Trace considered that, his face making no less than two almost comical contortions. “If I had children now, I would be just old enough to settle down and have grandchildren.”

Maeken frowned to herself. She could see that she would get nowhere along that line, at least not until the war was over. “Well, if those are your objectives, why not just make peace with the Starwolves? I’ve always found them a very reasonable and honorable people.”

“That is the contingency plan,” Trace said in a cold, tight voice. “But not now, not when we finally have them trapped. If we make peace with them, we’re stuck with them, and there is no place for Starwolves in our future. It’s their fault that this damned, ridiculous war has gone on so long. They would never leave us alone and give us a chance to go our own way, and I should hope that we have too much human pride to let a pack of glorified laboratory animals dictate our future to us. Right now, we’re fighting to stay alive as a race. If we have to turn ourselves over to the Starwolves to guard our collective conscience and police our every move, then we might just as well die.”

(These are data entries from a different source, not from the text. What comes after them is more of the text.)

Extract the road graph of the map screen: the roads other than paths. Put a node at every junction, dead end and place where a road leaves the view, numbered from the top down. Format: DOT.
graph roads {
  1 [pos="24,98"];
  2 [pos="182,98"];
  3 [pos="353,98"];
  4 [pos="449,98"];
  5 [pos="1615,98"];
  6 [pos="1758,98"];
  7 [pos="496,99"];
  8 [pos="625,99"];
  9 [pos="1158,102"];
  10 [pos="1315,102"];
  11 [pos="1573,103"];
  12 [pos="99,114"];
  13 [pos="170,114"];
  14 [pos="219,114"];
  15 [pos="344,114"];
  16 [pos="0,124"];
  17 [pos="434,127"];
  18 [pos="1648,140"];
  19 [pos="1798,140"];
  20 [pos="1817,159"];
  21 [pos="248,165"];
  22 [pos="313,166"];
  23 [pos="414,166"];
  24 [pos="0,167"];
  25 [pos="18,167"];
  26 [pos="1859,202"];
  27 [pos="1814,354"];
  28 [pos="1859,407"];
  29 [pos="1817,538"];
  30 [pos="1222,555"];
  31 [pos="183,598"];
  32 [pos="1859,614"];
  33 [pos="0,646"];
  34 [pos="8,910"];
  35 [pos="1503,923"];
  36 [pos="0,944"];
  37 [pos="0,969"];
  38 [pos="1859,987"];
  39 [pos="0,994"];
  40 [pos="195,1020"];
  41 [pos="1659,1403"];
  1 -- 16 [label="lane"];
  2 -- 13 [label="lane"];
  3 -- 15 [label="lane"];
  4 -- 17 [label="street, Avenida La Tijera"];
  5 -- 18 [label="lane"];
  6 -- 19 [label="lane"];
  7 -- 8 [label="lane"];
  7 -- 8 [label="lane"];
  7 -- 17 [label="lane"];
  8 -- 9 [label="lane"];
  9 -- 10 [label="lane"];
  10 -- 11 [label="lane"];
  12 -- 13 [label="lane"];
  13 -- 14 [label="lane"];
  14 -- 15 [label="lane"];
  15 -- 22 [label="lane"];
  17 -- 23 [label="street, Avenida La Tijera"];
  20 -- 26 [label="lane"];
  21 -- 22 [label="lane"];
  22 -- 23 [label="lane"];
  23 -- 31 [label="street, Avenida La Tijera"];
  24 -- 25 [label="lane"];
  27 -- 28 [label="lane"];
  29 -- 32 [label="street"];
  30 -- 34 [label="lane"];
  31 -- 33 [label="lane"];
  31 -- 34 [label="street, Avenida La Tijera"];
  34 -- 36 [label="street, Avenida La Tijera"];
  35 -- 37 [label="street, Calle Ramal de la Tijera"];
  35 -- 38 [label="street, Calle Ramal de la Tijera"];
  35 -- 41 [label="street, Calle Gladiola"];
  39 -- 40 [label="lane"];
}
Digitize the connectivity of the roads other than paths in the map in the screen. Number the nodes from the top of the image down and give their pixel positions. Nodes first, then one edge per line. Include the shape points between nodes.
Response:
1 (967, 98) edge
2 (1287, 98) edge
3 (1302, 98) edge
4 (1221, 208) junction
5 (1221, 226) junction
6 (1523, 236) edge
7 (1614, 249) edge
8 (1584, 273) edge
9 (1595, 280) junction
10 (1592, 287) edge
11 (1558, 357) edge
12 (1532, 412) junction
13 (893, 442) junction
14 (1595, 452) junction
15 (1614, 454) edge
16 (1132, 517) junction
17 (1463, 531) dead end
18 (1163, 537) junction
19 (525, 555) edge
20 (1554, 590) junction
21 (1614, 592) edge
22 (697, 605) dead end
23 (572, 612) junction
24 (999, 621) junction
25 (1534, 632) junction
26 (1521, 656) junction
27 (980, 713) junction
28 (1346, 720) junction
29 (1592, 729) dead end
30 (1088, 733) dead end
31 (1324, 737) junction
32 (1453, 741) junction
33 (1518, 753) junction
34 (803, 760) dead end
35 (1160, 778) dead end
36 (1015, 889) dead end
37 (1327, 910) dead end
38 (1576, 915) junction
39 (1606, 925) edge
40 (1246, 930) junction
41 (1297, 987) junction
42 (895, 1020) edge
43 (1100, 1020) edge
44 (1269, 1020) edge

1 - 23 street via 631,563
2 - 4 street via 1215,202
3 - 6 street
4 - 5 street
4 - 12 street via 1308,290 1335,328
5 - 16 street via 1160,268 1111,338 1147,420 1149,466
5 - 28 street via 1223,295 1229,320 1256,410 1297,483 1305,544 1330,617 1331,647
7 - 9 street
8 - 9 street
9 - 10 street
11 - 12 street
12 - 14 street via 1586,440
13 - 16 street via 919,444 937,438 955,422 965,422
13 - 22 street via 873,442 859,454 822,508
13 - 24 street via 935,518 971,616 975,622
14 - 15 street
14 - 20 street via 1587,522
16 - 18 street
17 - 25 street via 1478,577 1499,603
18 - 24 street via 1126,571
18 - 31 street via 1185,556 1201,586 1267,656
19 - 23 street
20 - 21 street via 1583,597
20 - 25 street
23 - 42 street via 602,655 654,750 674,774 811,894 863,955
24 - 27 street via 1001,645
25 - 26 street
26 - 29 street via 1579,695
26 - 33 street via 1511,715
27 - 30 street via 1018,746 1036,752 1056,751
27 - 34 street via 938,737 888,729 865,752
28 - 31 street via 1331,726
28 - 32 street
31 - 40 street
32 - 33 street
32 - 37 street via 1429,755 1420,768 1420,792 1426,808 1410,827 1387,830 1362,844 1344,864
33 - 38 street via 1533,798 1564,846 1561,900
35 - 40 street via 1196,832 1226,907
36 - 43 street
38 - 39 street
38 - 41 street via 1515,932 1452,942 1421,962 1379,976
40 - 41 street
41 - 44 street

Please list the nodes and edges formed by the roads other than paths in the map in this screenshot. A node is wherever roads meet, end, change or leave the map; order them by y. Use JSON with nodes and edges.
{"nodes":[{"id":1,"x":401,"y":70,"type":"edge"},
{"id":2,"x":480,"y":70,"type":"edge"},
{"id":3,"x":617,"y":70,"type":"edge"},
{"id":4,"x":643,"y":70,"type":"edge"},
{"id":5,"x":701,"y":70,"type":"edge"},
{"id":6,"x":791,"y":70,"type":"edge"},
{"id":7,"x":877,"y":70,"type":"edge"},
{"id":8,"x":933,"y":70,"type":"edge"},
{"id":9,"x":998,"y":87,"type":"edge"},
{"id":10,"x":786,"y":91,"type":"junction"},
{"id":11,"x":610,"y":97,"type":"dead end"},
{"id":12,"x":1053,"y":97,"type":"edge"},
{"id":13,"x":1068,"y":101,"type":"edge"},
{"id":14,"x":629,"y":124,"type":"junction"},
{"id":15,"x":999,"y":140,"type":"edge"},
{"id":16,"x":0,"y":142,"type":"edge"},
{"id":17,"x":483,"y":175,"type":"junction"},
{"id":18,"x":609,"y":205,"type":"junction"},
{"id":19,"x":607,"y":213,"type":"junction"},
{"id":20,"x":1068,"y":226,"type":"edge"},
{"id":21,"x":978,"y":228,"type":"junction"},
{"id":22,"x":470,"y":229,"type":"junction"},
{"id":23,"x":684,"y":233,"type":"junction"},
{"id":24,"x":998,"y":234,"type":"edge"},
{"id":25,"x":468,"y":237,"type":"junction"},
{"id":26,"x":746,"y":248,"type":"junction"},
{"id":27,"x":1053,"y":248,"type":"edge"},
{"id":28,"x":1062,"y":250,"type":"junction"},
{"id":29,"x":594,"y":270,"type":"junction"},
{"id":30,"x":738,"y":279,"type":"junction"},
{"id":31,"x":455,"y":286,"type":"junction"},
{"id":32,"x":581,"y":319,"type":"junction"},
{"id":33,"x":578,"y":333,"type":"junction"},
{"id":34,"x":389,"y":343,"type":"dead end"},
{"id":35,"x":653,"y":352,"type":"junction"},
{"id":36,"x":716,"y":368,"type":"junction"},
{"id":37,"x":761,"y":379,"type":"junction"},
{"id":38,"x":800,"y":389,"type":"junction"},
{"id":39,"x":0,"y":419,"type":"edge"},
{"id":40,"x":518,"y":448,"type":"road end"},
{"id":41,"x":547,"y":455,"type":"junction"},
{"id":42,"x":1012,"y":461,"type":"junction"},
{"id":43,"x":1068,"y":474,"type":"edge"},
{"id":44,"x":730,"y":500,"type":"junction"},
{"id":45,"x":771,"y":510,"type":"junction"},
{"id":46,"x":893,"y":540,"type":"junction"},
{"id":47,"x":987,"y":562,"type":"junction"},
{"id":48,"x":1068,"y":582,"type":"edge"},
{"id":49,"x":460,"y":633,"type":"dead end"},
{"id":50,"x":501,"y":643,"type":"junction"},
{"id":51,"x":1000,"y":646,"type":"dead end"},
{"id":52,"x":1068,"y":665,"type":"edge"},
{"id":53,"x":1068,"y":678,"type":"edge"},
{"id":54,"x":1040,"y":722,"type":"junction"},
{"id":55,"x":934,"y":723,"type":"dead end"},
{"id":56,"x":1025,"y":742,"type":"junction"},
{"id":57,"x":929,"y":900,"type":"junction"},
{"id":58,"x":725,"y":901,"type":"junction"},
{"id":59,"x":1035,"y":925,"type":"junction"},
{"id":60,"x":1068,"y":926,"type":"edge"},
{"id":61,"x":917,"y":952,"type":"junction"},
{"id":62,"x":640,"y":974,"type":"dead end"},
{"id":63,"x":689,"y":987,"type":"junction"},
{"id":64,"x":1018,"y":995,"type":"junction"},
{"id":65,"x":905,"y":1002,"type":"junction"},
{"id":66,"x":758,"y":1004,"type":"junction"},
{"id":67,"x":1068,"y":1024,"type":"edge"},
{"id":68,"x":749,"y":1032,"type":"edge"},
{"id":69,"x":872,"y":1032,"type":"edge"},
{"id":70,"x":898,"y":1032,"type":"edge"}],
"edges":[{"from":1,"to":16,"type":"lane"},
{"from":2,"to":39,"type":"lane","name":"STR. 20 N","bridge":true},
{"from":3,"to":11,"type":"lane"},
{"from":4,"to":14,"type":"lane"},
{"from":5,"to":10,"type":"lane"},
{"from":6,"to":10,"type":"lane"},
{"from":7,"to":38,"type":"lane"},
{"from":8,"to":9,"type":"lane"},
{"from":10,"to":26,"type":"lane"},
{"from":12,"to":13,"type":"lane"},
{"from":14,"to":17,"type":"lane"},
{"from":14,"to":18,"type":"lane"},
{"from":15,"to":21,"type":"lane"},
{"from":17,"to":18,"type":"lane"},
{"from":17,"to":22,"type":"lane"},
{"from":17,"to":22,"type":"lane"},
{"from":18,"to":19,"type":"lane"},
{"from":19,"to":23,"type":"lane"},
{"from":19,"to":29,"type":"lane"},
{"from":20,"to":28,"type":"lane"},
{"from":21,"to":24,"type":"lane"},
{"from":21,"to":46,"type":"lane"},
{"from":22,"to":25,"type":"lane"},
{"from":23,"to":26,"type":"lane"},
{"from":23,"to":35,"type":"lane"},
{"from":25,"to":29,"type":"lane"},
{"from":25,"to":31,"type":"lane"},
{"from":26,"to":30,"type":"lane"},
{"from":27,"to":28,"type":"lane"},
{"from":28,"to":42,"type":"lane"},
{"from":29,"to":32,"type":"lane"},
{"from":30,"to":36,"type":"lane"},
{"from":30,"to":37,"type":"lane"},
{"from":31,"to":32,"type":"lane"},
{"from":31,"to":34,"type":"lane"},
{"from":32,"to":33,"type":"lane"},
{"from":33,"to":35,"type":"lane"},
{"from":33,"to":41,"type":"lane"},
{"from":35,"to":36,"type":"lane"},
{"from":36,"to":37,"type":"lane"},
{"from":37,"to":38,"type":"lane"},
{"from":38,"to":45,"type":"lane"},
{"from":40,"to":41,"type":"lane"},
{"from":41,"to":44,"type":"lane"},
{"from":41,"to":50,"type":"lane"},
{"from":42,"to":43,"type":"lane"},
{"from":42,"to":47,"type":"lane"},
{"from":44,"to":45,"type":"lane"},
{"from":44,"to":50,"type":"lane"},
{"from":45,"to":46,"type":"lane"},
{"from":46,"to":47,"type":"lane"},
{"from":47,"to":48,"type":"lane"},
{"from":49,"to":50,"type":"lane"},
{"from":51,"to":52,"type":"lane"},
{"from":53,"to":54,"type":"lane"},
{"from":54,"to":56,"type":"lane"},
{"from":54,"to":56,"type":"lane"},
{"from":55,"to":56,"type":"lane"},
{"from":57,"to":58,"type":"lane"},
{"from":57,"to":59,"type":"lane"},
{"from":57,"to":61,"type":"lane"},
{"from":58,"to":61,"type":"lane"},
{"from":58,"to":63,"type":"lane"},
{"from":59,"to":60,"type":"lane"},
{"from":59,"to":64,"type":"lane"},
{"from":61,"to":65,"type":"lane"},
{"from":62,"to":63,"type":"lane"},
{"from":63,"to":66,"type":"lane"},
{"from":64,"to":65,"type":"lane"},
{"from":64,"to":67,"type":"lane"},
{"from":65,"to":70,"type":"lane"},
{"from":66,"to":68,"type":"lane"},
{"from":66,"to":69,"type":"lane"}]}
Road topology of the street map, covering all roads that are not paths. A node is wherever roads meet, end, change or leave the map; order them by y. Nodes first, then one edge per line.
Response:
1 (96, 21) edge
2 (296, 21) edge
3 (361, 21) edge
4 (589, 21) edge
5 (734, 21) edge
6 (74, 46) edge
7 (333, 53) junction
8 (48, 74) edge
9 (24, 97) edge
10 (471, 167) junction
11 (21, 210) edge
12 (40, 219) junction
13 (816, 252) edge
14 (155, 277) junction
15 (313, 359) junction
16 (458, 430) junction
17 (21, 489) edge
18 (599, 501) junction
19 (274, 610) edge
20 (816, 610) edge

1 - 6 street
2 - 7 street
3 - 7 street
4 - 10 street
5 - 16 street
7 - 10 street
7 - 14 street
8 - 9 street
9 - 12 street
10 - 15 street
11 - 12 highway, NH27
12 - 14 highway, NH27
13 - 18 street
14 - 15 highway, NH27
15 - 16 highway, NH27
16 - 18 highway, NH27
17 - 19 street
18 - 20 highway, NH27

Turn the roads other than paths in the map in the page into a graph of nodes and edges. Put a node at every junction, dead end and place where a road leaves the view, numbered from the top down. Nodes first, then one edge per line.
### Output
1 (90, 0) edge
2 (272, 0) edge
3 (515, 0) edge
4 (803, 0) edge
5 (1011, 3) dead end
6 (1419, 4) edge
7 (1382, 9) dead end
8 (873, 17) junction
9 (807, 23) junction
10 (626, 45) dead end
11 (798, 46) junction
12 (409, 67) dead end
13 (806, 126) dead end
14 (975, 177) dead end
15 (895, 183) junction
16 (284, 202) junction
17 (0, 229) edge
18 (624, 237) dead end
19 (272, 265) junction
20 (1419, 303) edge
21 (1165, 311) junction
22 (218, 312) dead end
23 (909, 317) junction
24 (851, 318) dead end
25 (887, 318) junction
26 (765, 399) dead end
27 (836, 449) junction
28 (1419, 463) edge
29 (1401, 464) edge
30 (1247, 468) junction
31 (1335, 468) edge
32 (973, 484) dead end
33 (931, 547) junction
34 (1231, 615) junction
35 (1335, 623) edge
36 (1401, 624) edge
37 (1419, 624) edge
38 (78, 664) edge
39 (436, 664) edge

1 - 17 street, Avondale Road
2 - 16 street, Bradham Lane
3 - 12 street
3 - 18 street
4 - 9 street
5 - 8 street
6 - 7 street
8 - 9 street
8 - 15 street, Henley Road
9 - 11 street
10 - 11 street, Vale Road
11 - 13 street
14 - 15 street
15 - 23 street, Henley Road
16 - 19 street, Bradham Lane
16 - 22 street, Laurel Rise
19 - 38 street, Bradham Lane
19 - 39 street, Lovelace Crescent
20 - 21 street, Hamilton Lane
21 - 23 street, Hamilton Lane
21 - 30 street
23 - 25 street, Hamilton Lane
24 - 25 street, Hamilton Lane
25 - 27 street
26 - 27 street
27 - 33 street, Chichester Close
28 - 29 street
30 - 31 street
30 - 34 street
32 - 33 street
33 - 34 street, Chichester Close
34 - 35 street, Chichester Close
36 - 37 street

Trace walked in a rather angry silence, leaving Maeken Kea almost running to keep up with him. They crossed the twenty or so meters of the bay floor to the boarding ramp of the cutter. Trace passed her bags into the hands of a junior crewmember who was making final preparations for getting the little ship under way, indicating for another to take the bags she carried. They hurried into the ship with their burdens, and Trace turned to leave just as abruptly.

“Good luck, Commander,” Maeken called after him, determined that he would not simply disappear without a word. Once he developed a case of Starwolves on the mind, he forgot all else.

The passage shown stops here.